> _Activity_:
Restate word for word the entries below, starting at the line with "middle pip: (632, 482)" and ending at the line with "ring tip: (312, 276)". Keep both end lines and omit the pictures.

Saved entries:
____________

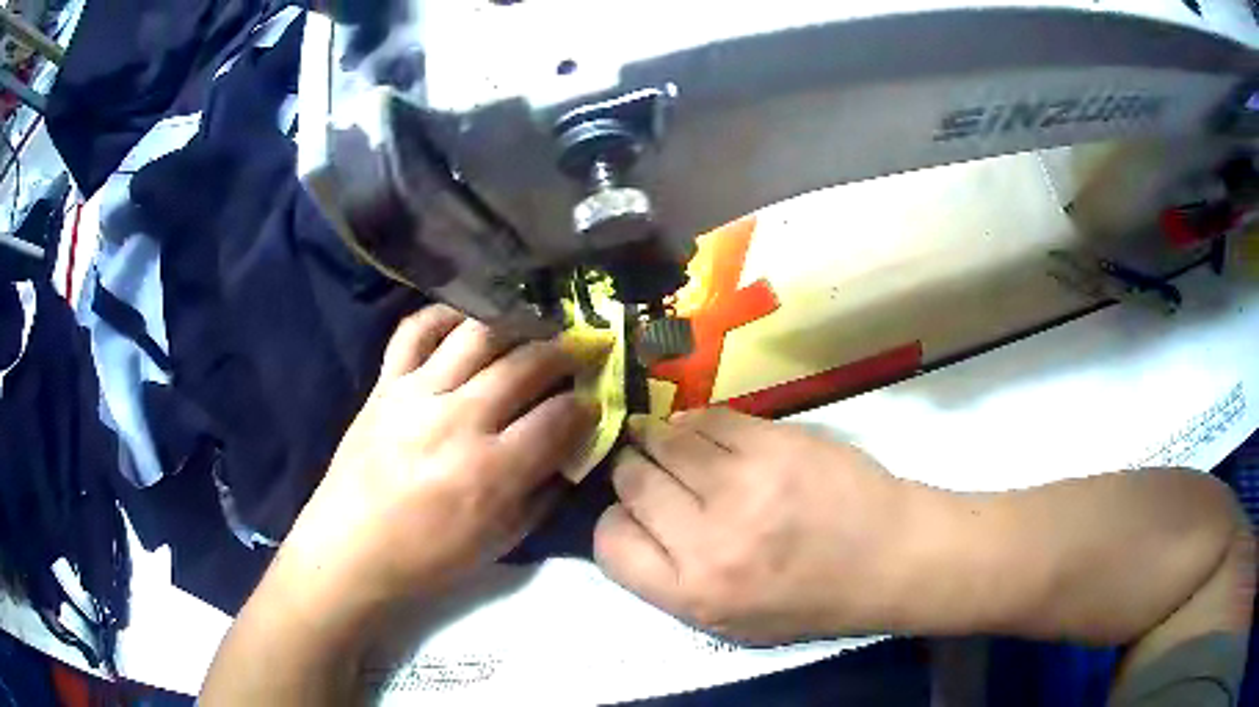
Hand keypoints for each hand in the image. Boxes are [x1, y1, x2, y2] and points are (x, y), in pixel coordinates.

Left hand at [277, 305, 603, 616]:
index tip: (594, 403)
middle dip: (564, 353)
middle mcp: (459, 420)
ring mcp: (417, 394)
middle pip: (525, 365)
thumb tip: (570, 453)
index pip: (558, 419)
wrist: (350, 549)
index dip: (586, 407)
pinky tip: (466, 321)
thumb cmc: (428, 559)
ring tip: (534, 328)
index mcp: (492, 471)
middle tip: (580, 351)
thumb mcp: (501, 542)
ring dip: (517, 325)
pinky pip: (415, 330)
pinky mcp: (386, 383)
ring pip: (478, 335)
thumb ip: (543, 493)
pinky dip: (444, 315)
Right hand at [594, 408, 913, 644]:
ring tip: (669, 442)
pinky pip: (709, 418)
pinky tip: (702, 430)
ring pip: (665, 441)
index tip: (633, 514)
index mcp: (694, 592)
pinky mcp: (774, 442)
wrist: (887, 557)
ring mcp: (744, 483)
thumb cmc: (809, 599)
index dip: (615, 522)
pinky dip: (696, 422)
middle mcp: (708, 539)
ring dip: (658, 439)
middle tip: (648, 470)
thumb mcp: (729, 622)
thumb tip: (627, 522)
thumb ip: (669, 581)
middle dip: (633, 473)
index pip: (609, 542)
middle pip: (632, 482)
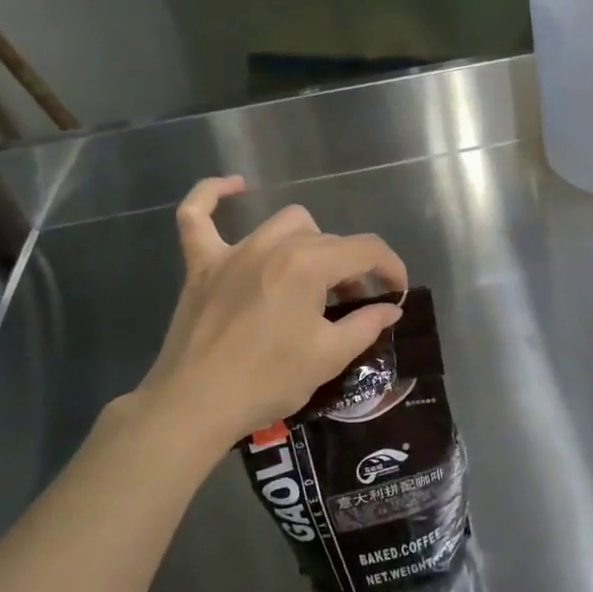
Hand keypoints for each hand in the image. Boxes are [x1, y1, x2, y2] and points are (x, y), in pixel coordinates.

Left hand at [134, 177, 408, 448]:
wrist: (195, 405)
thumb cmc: (268, 381)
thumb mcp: (329, 357)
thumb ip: (366, 325)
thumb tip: (391, 308)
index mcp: (308, 265)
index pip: (365, 249)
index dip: (390, 268)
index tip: (397, 292)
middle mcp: (272, 245)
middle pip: (327, 240)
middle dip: (350, 267)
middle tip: (353, 305)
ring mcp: (232, 251)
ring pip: (284, 225)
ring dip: (308, 243)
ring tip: (312, 276)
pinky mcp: (201, 264)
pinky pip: (197, 216)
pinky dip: (213, 195)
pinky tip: (234, 186)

____________

> _Task output_:
middle pip: (632, 482)
Hand keypoints for each hand in the image. Boxes are [x1, y1, x2, y2] and points are (x, y), in pixel coordinates.

Left hand at [134, 177, 408, 448]:
wrist: (195, 405)
thumb cmc: (268, 381)
thumb mcp: (329, 357)
thumb ip: (366, 325)
thumb tip: (391, 308)
index mcp: (308, 265)
index pip: (365, 249)
index dip: (390, 268)
index tip: (397, 292)
middle mcp: (272, 245)
middle pip: (327, 240)
middle dip: (350, 267)
middle tip: (353, 305)
ring mcp: (232, 251)
ring pip: (284, 225)
ring dip: (308, 243)
ring tip: (312, 276)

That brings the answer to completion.